Just after California Governor Gavin Newsom delivered a fiery inauguration speech that positioned the state firmly against the worst elements of the Trump administration, the president swiped back via his favorite medium: Twitter and empty threats.
But the president’s hatred for California isn’t new. And, more broadly, conservatives make a point of regularly sniping at the state and “San Francisco values” — whatever that’s supposed to mean.
While California does tend to go Democratic in election years, it contains deeply conservative pockets. In a bitter twist, many of those rural California counties are also hardest hit by wildfires, thanks to quirks of geography. People who lost homes and loved ones in 2018 and during 2017′s terrible wildfire season may well have voted for Trump and counted themselves among his supporters — but now he’s willing to treat them as collateral damage in his war with the Golden State.
Trump has battled with California over wildfires for months now, trying to claim that the state’s forest management is responsible for its frequent and devastating fires. There are a few problems with that assertion — beginning with the fact that many fires start on federal land, which is not under state control. Wildfires also thrive in scrubland, not forests.
Newsom has made addressing wildfire risk a priority from day one — and that includes restoring gutted federal funds for, you guessed it, timber management.

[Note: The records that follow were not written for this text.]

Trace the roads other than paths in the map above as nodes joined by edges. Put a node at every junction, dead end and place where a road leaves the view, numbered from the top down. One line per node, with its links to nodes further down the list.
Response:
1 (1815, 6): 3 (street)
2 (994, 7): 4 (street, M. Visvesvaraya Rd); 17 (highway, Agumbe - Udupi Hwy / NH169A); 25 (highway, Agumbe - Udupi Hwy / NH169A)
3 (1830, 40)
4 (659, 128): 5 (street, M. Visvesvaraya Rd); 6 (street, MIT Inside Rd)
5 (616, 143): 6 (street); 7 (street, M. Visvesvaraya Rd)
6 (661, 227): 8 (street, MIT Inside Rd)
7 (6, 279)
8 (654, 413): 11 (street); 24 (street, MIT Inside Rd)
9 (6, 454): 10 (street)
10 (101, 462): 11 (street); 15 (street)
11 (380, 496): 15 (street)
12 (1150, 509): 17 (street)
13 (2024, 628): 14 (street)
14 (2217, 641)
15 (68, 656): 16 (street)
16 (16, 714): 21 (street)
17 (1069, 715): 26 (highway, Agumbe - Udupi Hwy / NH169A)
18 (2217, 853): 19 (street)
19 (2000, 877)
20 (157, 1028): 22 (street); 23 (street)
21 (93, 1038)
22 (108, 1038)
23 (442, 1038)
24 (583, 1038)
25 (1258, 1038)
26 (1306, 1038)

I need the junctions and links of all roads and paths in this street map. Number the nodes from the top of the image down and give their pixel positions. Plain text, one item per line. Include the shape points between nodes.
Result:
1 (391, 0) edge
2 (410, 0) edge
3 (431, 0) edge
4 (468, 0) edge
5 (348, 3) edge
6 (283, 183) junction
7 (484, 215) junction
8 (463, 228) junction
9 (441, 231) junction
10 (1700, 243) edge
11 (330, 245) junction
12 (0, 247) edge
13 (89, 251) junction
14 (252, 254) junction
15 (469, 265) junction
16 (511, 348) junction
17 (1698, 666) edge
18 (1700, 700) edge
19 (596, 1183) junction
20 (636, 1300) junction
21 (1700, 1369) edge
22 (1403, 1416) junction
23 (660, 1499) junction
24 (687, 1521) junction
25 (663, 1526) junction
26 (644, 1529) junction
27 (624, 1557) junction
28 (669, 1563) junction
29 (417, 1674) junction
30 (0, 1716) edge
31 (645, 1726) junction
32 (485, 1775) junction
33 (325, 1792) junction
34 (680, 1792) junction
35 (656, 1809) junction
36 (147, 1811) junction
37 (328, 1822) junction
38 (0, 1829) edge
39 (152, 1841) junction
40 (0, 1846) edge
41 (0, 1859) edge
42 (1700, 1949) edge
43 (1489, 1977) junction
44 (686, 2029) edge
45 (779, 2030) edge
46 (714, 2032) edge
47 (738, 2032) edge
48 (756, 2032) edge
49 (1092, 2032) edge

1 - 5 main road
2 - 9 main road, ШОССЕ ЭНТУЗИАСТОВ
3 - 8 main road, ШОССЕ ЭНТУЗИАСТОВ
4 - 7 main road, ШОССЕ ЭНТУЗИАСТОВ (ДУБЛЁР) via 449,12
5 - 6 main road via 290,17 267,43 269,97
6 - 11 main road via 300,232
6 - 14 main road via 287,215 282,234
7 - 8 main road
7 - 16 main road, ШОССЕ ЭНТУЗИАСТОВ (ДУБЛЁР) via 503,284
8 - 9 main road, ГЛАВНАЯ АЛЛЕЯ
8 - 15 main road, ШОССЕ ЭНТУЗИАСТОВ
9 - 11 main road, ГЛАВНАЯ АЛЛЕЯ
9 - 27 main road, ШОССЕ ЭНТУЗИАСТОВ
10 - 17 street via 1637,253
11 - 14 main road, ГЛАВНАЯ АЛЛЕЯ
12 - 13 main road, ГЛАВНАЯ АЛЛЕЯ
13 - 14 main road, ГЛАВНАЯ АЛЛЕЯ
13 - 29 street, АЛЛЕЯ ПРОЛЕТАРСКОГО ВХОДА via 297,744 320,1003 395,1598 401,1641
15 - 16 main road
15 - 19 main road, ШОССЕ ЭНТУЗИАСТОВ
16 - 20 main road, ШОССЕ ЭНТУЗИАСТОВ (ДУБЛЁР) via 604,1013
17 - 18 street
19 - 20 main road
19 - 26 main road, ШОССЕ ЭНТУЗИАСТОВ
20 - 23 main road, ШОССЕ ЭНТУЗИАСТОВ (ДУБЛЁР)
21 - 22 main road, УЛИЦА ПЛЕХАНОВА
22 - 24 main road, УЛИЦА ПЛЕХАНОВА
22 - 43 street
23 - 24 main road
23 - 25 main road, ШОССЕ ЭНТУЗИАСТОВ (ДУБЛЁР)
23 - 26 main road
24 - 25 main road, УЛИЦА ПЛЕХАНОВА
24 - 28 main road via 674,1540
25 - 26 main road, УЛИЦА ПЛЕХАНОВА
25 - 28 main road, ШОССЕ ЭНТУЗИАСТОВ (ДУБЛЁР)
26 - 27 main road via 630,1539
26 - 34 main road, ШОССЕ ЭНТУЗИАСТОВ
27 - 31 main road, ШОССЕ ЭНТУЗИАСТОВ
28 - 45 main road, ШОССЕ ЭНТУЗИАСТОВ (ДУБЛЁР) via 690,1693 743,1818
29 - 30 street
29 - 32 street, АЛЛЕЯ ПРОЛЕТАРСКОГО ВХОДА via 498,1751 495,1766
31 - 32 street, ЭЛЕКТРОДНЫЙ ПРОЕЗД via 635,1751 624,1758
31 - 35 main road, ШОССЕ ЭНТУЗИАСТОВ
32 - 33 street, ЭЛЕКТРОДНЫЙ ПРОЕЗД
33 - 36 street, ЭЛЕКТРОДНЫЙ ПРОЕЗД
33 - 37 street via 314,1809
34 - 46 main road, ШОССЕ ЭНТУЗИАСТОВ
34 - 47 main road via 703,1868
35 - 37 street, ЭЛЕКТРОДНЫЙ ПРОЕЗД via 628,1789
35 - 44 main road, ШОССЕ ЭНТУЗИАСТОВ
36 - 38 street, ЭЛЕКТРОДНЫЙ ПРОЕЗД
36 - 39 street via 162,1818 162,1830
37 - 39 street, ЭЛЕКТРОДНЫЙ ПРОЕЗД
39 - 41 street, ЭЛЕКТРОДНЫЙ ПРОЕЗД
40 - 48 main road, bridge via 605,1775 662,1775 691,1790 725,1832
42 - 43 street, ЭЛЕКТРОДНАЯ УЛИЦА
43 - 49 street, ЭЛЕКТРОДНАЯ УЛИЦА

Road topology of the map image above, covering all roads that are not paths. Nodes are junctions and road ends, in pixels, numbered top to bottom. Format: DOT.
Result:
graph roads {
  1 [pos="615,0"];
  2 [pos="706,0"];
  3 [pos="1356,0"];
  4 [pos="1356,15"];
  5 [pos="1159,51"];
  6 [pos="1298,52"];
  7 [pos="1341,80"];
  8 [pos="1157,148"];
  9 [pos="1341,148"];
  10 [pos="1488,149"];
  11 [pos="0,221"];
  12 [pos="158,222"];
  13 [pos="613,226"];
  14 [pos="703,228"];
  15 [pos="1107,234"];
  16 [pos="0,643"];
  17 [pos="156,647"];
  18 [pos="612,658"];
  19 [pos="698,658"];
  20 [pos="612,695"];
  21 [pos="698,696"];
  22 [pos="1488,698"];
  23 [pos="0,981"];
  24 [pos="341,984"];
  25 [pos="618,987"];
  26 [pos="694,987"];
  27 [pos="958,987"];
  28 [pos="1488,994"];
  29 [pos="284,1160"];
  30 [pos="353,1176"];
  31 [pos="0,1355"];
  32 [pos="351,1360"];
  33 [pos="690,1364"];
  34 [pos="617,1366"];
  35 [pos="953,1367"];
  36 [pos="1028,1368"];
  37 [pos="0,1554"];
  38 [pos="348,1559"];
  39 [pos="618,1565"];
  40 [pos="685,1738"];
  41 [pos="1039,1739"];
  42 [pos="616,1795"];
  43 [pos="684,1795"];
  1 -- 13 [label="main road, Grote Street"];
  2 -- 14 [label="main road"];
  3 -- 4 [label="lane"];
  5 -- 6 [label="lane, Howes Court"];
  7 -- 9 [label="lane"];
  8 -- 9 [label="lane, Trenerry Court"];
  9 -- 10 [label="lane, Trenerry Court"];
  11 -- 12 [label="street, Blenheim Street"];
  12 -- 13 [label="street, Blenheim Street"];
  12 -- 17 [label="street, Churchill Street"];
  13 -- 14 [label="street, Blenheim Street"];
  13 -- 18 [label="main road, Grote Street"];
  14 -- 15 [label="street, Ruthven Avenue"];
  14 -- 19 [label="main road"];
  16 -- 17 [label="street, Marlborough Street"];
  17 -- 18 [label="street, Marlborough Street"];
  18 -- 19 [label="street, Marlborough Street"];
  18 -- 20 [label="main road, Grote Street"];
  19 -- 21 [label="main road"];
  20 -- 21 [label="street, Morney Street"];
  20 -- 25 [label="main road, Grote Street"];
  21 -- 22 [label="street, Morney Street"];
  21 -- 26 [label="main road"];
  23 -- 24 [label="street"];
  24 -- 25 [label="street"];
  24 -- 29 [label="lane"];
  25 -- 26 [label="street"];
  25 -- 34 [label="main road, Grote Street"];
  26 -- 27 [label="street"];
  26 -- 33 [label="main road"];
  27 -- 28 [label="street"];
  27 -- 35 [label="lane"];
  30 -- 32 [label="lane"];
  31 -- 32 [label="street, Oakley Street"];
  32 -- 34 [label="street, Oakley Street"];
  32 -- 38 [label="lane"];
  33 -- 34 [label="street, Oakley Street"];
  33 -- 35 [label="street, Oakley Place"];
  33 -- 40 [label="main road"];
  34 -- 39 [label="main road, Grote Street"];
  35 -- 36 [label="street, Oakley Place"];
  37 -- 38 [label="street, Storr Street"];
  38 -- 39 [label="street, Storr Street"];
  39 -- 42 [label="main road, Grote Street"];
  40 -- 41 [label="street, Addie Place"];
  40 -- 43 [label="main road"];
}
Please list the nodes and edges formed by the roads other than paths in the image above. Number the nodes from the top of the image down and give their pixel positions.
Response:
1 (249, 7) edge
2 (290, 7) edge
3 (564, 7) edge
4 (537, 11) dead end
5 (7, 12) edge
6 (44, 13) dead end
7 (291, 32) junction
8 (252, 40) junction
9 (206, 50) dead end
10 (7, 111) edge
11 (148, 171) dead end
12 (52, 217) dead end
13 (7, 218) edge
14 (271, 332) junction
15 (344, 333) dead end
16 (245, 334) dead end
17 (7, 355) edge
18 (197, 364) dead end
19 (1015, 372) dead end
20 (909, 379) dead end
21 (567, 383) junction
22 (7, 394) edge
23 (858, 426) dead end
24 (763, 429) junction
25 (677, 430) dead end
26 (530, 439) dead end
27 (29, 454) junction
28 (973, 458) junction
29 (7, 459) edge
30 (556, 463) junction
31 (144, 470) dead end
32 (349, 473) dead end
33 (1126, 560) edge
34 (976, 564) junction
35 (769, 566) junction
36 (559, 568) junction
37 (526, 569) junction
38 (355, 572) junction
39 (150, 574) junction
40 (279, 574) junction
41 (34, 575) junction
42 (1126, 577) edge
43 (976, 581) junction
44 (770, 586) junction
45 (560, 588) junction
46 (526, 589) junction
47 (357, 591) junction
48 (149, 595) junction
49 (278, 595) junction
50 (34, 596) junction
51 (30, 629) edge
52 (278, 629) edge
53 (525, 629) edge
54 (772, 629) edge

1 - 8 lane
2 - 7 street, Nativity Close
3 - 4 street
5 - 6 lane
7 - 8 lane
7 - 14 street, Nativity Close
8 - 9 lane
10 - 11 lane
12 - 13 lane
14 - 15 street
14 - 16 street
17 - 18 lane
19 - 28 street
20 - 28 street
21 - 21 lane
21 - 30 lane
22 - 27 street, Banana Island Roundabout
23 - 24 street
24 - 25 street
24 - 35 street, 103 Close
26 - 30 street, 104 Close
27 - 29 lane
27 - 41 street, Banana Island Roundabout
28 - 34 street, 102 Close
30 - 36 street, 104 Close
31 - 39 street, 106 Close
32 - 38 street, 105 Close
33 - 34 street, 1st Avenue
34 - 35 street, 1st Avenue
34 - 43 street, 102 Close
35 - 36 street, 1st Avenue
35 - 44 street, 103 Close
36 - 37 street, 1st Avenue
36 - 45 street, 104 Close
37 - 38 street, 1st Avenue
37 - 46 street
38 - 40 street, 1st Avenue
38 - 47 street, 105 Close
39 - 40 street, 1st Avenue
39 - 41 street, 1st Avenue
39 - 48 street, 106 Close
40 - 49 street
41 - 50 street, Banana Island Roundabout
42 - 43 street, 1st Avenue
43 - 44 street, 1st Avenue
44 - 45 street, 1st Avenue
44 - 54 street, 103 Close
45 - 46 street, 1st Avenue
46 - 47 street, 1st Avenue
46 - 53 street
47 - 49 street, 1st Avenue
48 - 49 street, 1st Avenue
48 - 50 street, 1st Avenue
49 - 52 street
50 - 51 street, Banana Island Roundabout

Trump’s tweet — well, tweets, actually; he spelled “forest” as “forrest” the first time and had to redo it – appears to be the next salvo, and it’s a very troubling one.
As the country’s leader, Trump can theoretically direct a government agency to perform any number of tasks. So can Congress, which could insist on locking down funds to help California recover and invest in disaster preparedness. It should be noted that tax revenue from California contributes significantly to federal coffers, especially with the changes to the state and local tax deduction.
Trump seems to be suggesting that states not loyal to him cannot expect federal aid in the aftermath of disasters, which is truly repugnant. You shouldn’t have to sign a loyalty oath to get the support of the federal government, as this is what the federal government is for.
His remarks are also a violation of the collective agreement that is the United States. California, like other states, contributes taxes, goods and services to the union in the interest of the greater good. Not needing to maintain a standing army, for example, is a significant cost savings for California. Meanwhile, poorer states benefit from federal investments made with California dollars.
It makes sense to pool resources for activities that can be conducted on a federal level. Disaster response is one of those — and if Trump wants to punish California, which state will be in his sights next? Should all blue states fear that federal aid will be curtailed or withdrawn when the worst happens and they reach out for help?
And if the federal government cannot uphold its part of this relationship, why should California continue to contribute federal taxes, or remain in the union at all? I’m not advocating for secession or a tax strike here, to be clear, but Trump seems to believe he can threaten California without retribution — and he might be surprised by the outcome.